For aminofunctional silanes such as A0700 and A0750 this procedure is modified by omitting the additional acetic acid. The procedure is not acceptable for chlorosilanes as bulk polymerization often occurs. Silane concentration of 2% is a starting point. It usually results in deposition of trialkoxysilanes as 3 – 8 molecular layers. Monoalkoxysilanes are always deposited in monolayers or incomplete monolayers. Caution must be exercised if oven curing. Exhausted, explosion-proof ovens should always be used.

Deposition from aqueous solutions is employed for most commercial fiberglass systems. The alkoxysilane is dissolved at 0.5 – 2.0% concentration in water. For less soluble silanes, 0.1% of a non-ionic surfactant is added prior to the silane and an emulsion rather than a solution is prepared. If the silane does not contain an amine group, the solution is adjusted to pH 5.5 with acetic acid. The solution is either sprayed onto the substrate or employed as a dip bath. Cure is at 110 – 120°C for 20 – 30 minutes.

Stability of aqueous silane solutions varies from hours for the simple alkyl silanes to weeks for the aminosilanes. Poor solubility parameters limit the use of long chain alkyl and aromatic silanes by this method. Distilled water is not necessary, but water containing fluoride ions must be avoided.

Bulk deposition onto powders, e.g. filler treatment, is usually accomplished by a spray-on method. It assumes that the total amount of silane necessary is known and that sufficient adsorbed moisture is present on the filler to cause hydrolysis of the silane. The silane is prepared as a 25% solution in alcohol. The powder is placed in a high intensity solid mixer, e.g. twin cone mixer with intensifier. The solution is pumped into the agitated powder as a fine spray. In general, this operation is completed within 20 minutes. Dynamic drying methods are most effective. If the filler is dried in trays, care must be taken to avoid wicking or skinning of the top layer of treated material by adjusting heat and air flow.

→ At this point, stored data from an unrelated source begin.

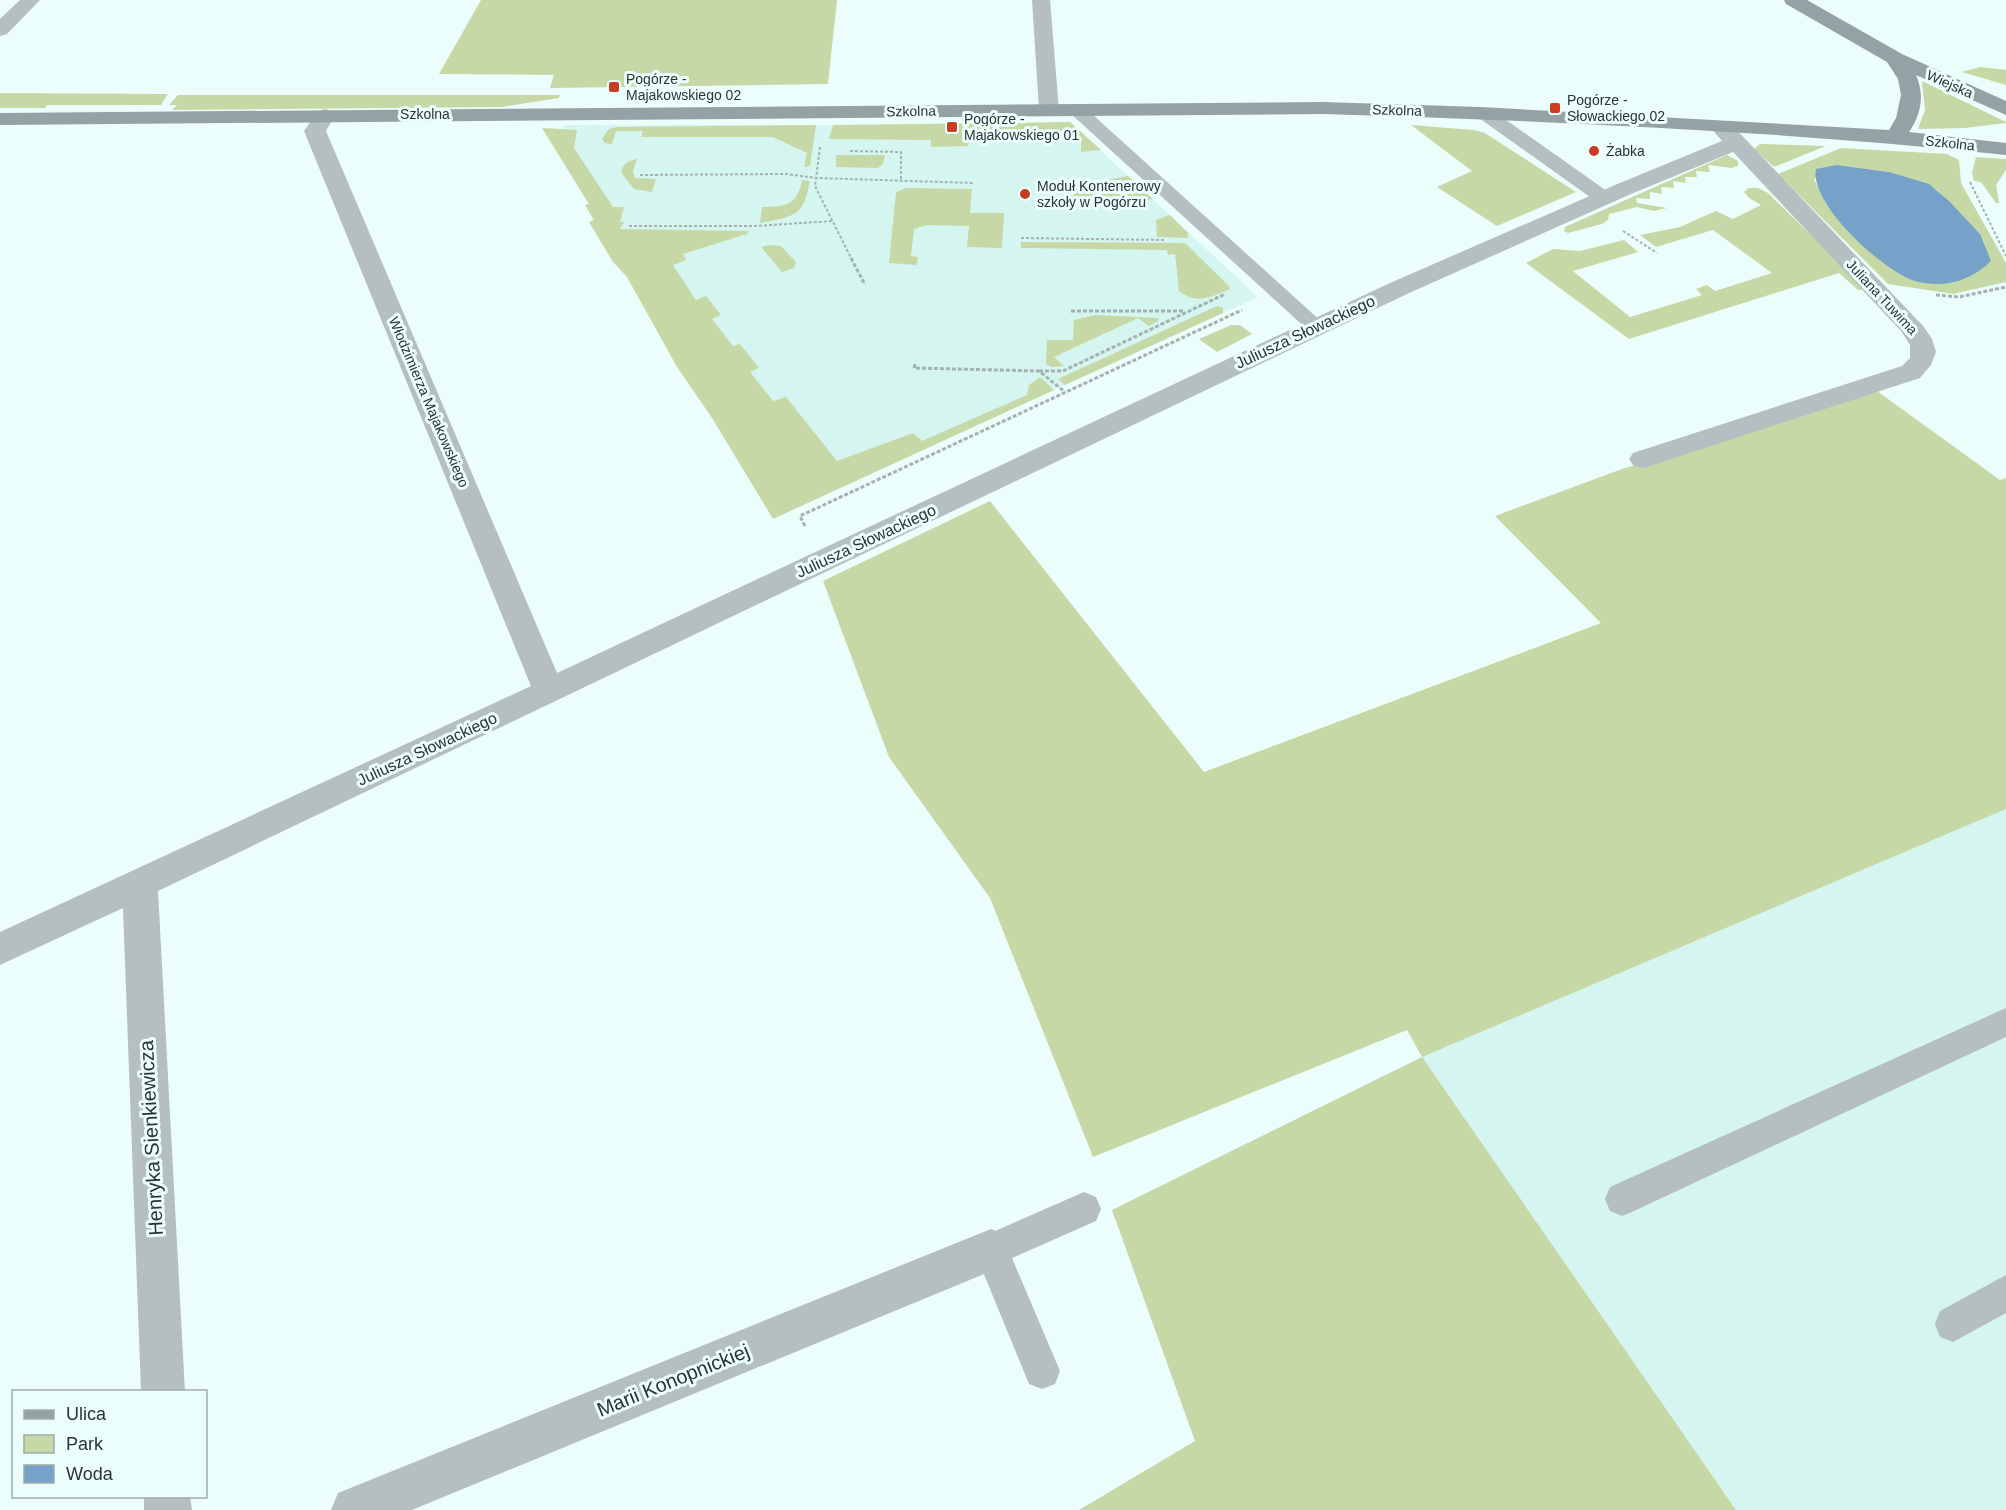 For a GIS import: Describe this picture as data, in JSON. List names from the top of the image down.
{
  "streets": {
    "street": [
      "Wiejska",
      "Szkolna",
      "Juliana Tuwima",
      "Juliusza Słowackiego",
      "Włodzimierza Majakowskiego",
      "Henryka Sienkiewicza",
      "Marii Konopnickiej"
    ]
  },
  "crossings": [
    ["Wiejska", "Szkolna"],
    ["Szkolna", "Juliana Tuwima"],
    ["Szkolna", "Juliusza Słowackiego"],
    ["Szkolna", "Włodzimierza Majakowskiego"],
    ["Juliana Tuwima", "Juliusza Słowackiego"],
    ["Juliusza Słowackiego", "Włodzimierza Majakowskiego"],
    ["Juliusza Słowackiego", "Henryka Sienkiewicza"]
  ],
  "places": {
    "transit": ["Pogórze - Majakowskiego 02", "Pogórze - Słowackiego 02", "Pogórze - Majakowskiego 01"],
    "other": ["Żabka", "Moduł Kontenerowy szkoły w Pogórzu"]
  },
  "legend": ["Ulica", "Park", "Woda"]
} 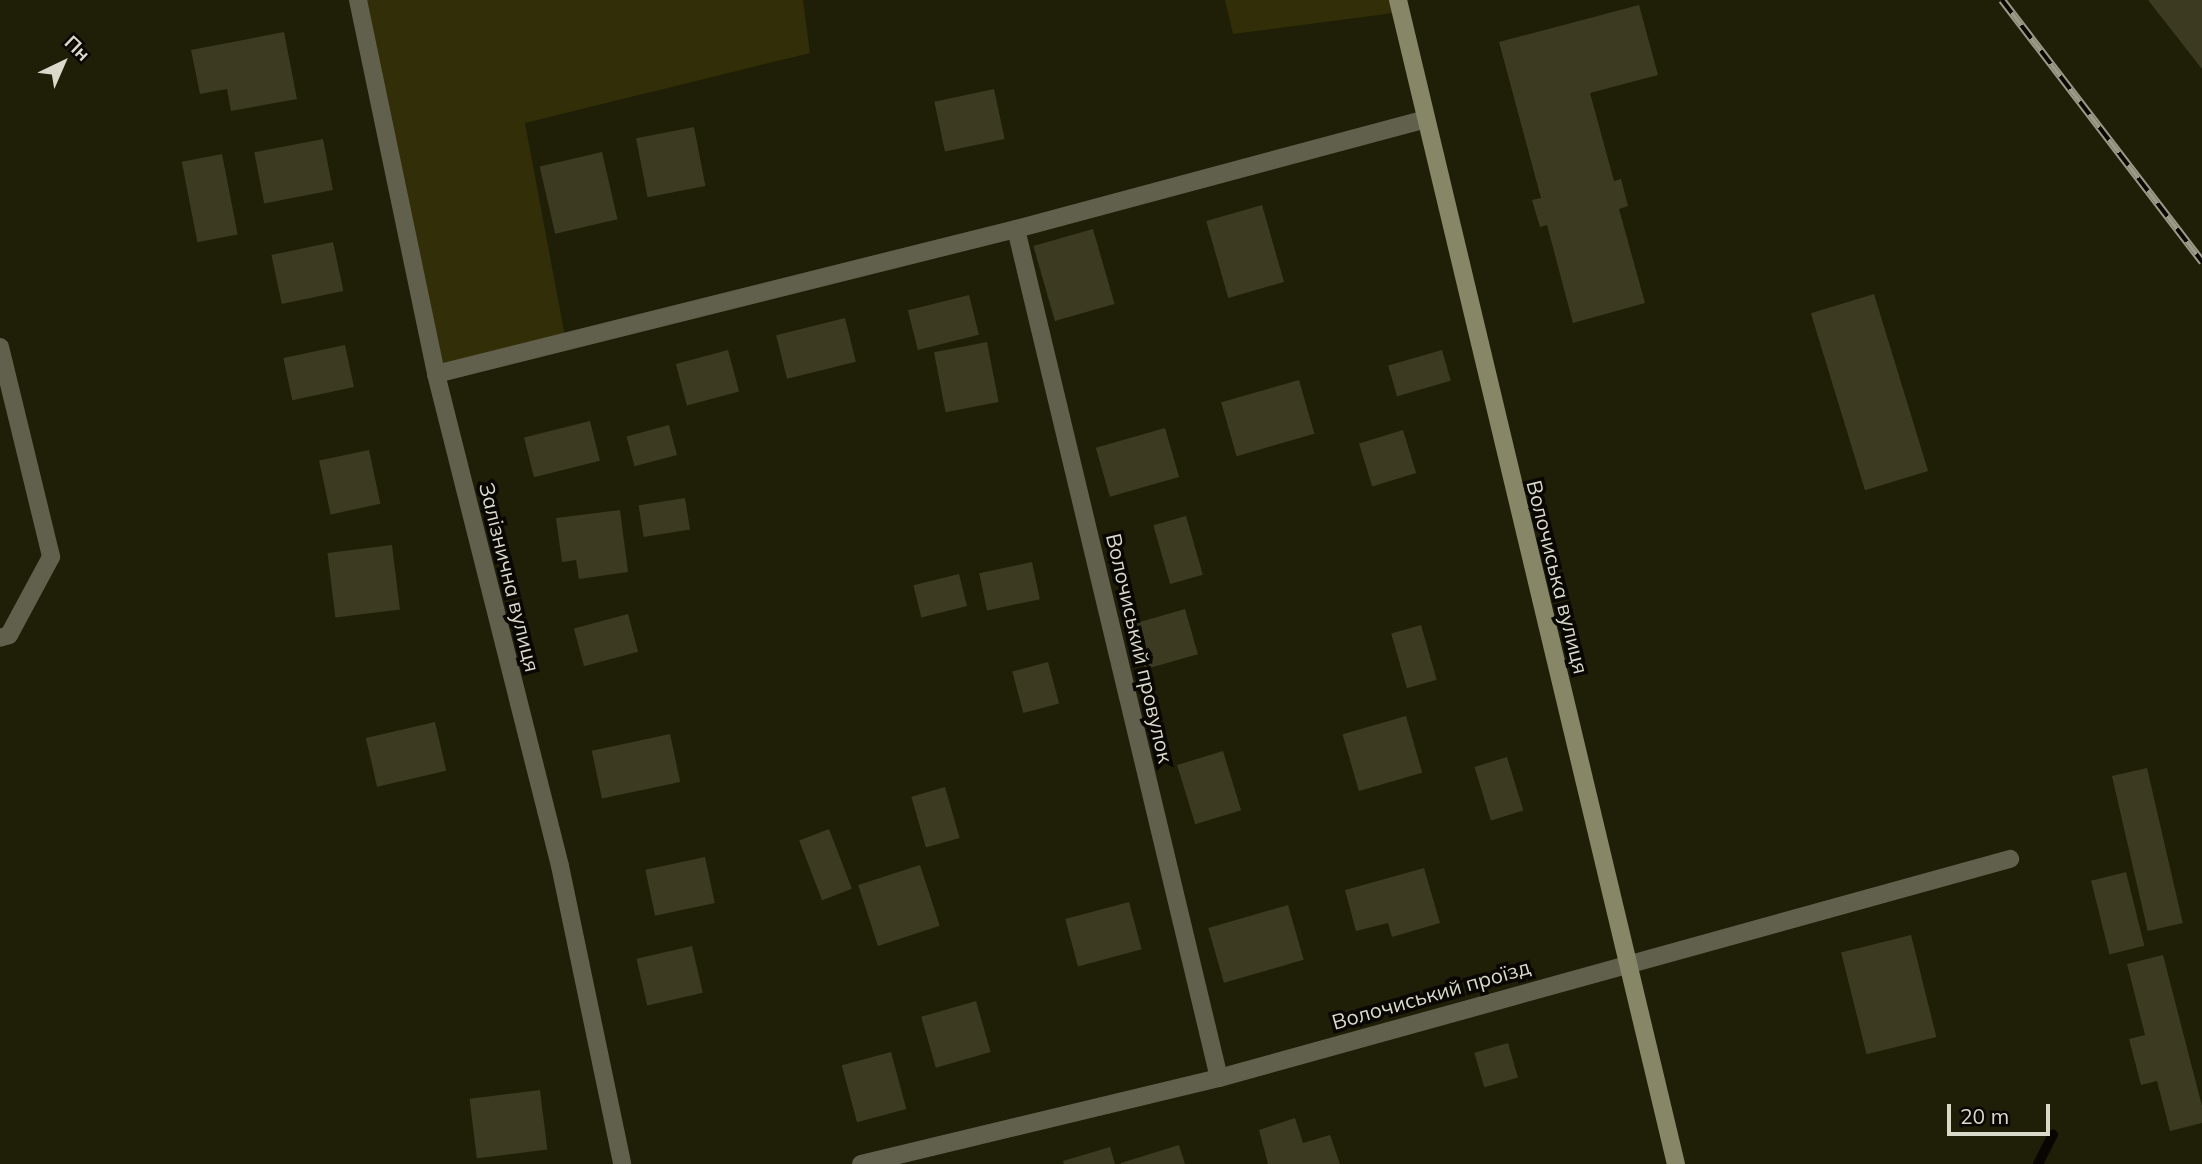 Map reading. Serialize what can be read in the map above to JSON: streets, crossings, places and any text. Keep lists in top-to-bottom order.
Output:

Integral blend methods are used in composite formulations. In this method the silane is used as a simple additive. Composites can be prepared by the addition of alkoxysilanes or silazanes to dry-blends of polymer and filler prior to compounding. Generally 0.2 – 1.0 weight percent of silane (on the total mix) is dispersed by spraying the silane in an alcohol carrier onto a pre-blend. he addition of the silane to non-dispersed filler is not desirable in this technique since it can lead to agglomeration. The mix is dry-blended briefly and then melt compounded. Vacuum devolatization of byproducts of silane reaction during melt compounding is necessary to achieve optimum properties. Properties are sometimes enhanced by adding 0.5 – 1.0% of tetrabutyl titanate or benzyldimethylamine to the silane prior to dispersal. Amino-functional silanes are available in concentrate form for dry-blending with nylons and polyesters. Concentrates eliminate any need for solvent dispersion and devolatization and reduce variability due to relative humidity and shelf-aging.

Deposition as a primer is employed where a bulk phase is required as a transition between a substrate and a final coating. The silane is dissolved at 50% concentration in alcohol. One to three molar equivalents of water are added. The mixture is allowed to equilibrate for 15 – 20 minutes and then diluted to 10% concentration with a higher boiling polar solvent. Materials to be coated with the primer are dipped or sprayed and then cured at 110 – 120°C for 30 – 45 minutes.

Chlorosilanes such as P0280 may be deposited from alcohol solution. Anhydrous alcohols, particularly ethanol or isopropanol are preferred. The chlorosilane is added to the alcohol to yield a 2 – 5% solution. The chlorosilane reacts with the alcohol producing an alkoxysilane and HCl. Progress of the reaction is observed by halt of HCl evolution. Mild warming of the solution (30 – 40°C) promotes completion of the reaction. Part of the HCl reacts with the alcohol to produce small quantities of alkyl halide and water. The water causes formation of silanols from alkoxy silanes. The silanols condense with those on the substrate. Treated substrates are cured for 5 – 10 minutes at 110°C or allowed to stand 24 hours at room temperature.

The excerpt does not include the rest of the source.